[Mlir-commits] [mlir] afaf36b - [mlir] Handle strided 1D vector transfer ops in ProgressiveVectorToSCF
Matthias Springer
llvmlistbot at llvm.org
Fri Apr 23 01:20:18 PDT 2021
Author: Matthias Springer
Date: 2021-04-23T17:19:22+09:00
New Revision: afaf36b69eac614f858631513c27c3af62d99da5
URL: https://github.com/llvm/llvm-project/commit/afaf36b69eac614f858631513c27c3af62d99da5
DIFF: https://github.com/llvm/llvm-project/commit/afaf36b69eac614f858631513c27c3af62d99da5.diff
LOG: [mlir] Handle strided 1D vector transfer ops in ProgressiveVectorToSCF
Strided 1D vector transfer ops are 1D transfers operating on a memref dimension different from the last one. Such transfer ops do not accesses contiguous memory blocks (vectors), but access memory in a strided fashion.

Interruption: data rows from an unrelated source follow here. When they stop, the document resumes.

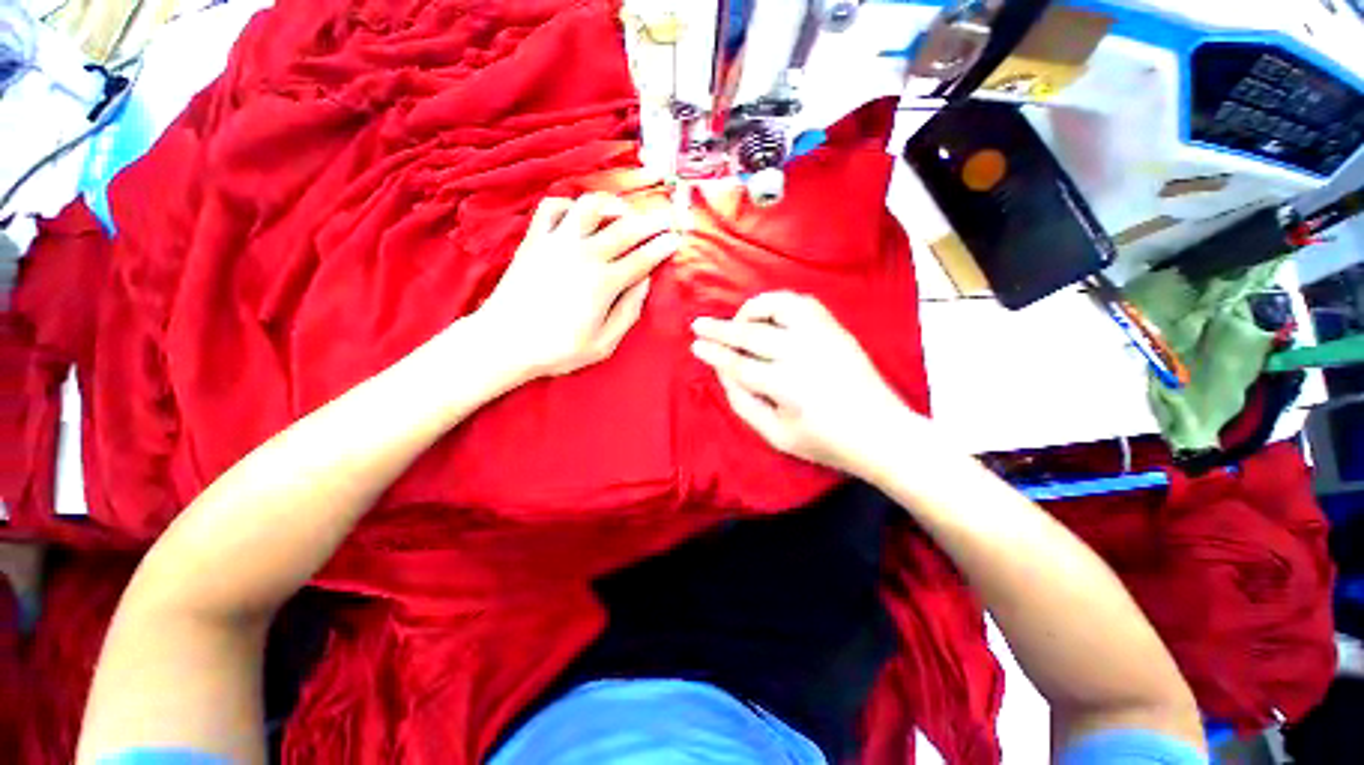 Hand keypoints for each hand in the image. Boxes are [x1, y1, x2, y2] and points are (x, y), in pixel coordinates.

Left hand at [475, 193, 679, 378]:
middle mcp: (584, 255)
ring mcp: (557, 243)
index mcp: (604, 283)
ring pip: (590, 206)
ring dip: (613, 204)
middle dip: (652, 220)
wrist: (505, 342)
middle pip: (626, 228)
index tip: (677, 239)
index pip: (643, 258)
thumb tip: (645, 282)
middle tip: (666, 217)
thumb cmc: (558, 349)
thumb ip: (628, 312)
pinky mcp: (534, 240)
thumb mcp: (604, 344)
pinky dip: (570, 204)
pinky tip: (579, 215)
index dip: (664, 246)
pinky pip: (552, 207)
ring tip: (624, 212)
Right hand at [691, 292, 928, 475]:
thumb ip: (744, 403)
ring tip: (738, 319)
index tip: (695, 345)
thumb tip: (724, 373)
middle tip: (699, 324)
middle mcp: (803, 353)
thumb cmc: (825, 442)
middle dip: (720, 328)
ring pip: (779, 306)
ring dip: (752, 309)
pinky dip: (780, 303)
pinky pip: (804, 303)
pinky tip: (770, 315)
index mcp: (786, 385)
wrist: (882, 434)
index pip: (738, 363)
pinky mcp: (837, 330)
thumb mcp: (776, 435)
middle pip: (751, 333)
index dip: (714, 354)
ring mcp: (823, 336) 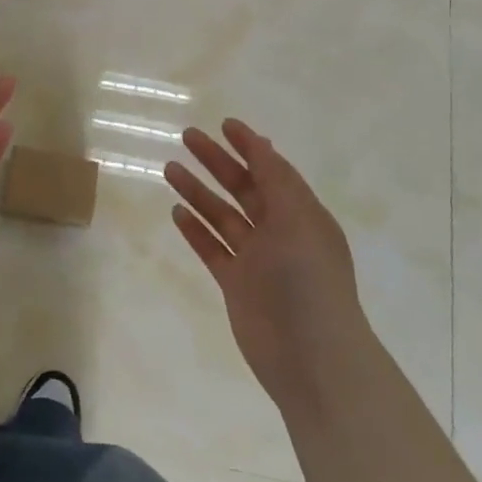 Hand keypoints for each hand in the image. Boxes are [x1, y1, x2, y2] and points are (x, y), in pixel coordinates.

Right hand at [165, 120, 365, 409]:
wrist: (311, 357)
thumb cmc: (309, 282)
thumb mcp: (298, 221)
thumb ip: (276, 182)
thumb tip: (261, 144)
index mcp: (303, 215)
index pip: (273, 171)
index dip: (250, 146)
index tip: (224, 124)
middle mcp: (281, 233)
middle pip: (244, 188)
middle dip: (218, 162)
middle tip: (188, 137)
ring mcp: (257, 260)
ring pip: (223, 216)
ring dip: (199, 192)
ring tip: (170, 168)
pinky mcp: (236, 284)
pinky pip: (213, 248)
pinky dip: (196, 230)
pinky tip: (176, 212) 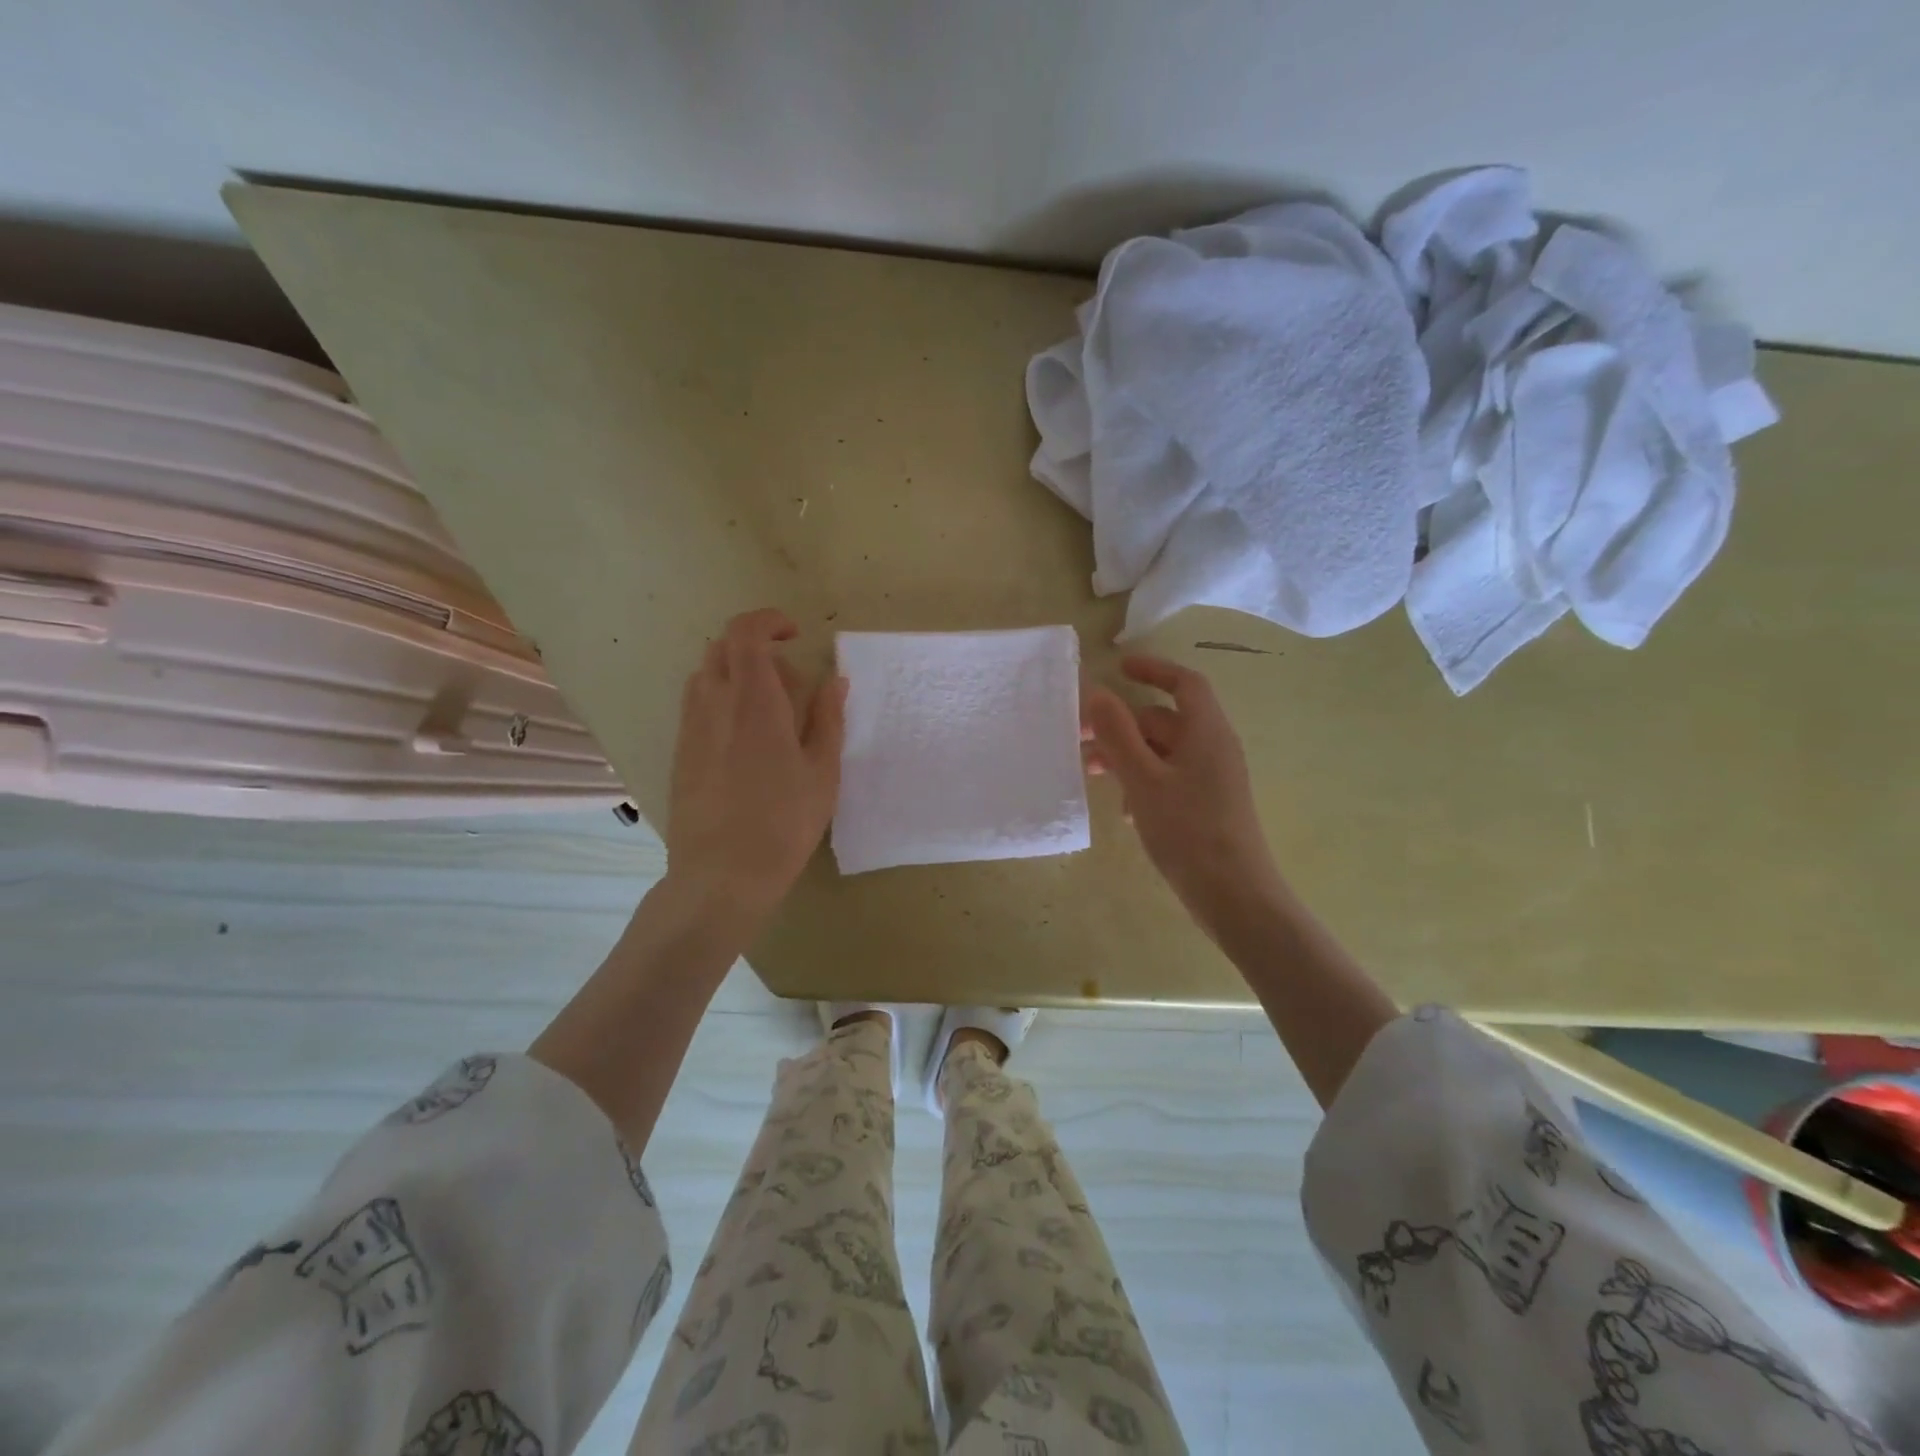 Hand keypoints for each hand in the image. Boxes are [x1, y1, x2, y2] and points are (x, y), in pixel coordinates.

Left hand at [665, 608, 845, 919]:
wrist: (721, 875)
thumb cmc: (784, 823)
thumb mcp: (822, 771)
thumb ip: (828, 718)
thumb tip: (834, 680)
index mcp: (754, 701)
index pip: (746, 633)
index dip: (768, 621)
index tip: (795, 634)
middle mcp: (714, 704)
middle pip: (722, 648)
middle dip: (757, 648)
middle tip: (790, 683)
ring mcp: (691, 728)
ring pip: (706, 674)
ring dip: (737, 674)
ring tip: (769, 712)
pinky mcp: (681, 752)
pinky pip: (697, 704)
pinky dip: (721, 700)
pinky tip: (745, 740)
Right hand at [1082, 656, 1284, 931]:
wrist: (1234, 896)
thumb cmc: (1188, 831)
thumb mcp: (1144, 780)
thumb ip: (1118, 734)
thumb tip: (1096, 692)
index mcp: (1206, 732)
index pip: (1184, 683)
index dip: (1153, 670)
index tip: (1118, 668)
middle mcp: (1213, 748)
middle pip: (1164, 720)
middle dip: (1122, 725)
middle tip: (1082, 738)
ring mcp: (1212, 779)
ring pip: (1163, 752)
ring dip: (1127, 756)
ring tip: (1093, 774)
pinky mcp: (1207, 806)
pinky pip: (1170, 779)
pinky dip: (1143, 782)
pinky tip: (1126, 811)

In the absence of a mask, strided 1D vector transfer ops can also be lowered using matrix.column.major.* LLVM instructions (in a later commit).
Subsequent commits will extend the pass to handle the remaining missing permutation maps (broadcasts, transposes, etc.).
Differential Revision: https://reviews.llvm.org/D100946
Added:
mlir/test/Integration/Dialect/Vector/CPU/test-transfer-read-1d.mlir
Modified:
mlir/lib/Conversion/VectorToSCF/ProgressiveVectorToSCF.cpp
Removed:
################################################################################
diff --git a/mlir/lib/Conversion/VectorToSCF/ProgressiveVectorToSCF.cpp b/mlir/lib/Conversion/VectorToSCF/ProgressiveVectorToSCF.cpp
index d8d46903c609..785da3b330b9 100644
--- a/mlir/lib/Conversion/VectorToSCF/ProgressiveVectorToSCF.cpp
+++ b/mlir/lib/Conversion/VectorToSCF/ProgressiveVectorToSCF.cpp
@@ -93,36 +93,90 @@ static void getXferIndices(OpTy xferOp, Value iv,
indices[dim] = adaptor.indices()[dim] + iv;
}
-/// Generate an in-bounds check if the transfer op on the to-be-unpacked
-/// dimension may go out-of-bounds.
-template <typename OpTy>
-static void generateInBoundsCheck(
- OpTy xferOp, Value iv, PatternRewriter &rewriter,
- function_ref<void(OpBuilder &, Location)> inBoundsCase,
- function_ref<void(OpBuilder &, Location)> outOfBoundsCase = nullptr) {
- // Corresponding memref dim of the vector dim that is unpacked.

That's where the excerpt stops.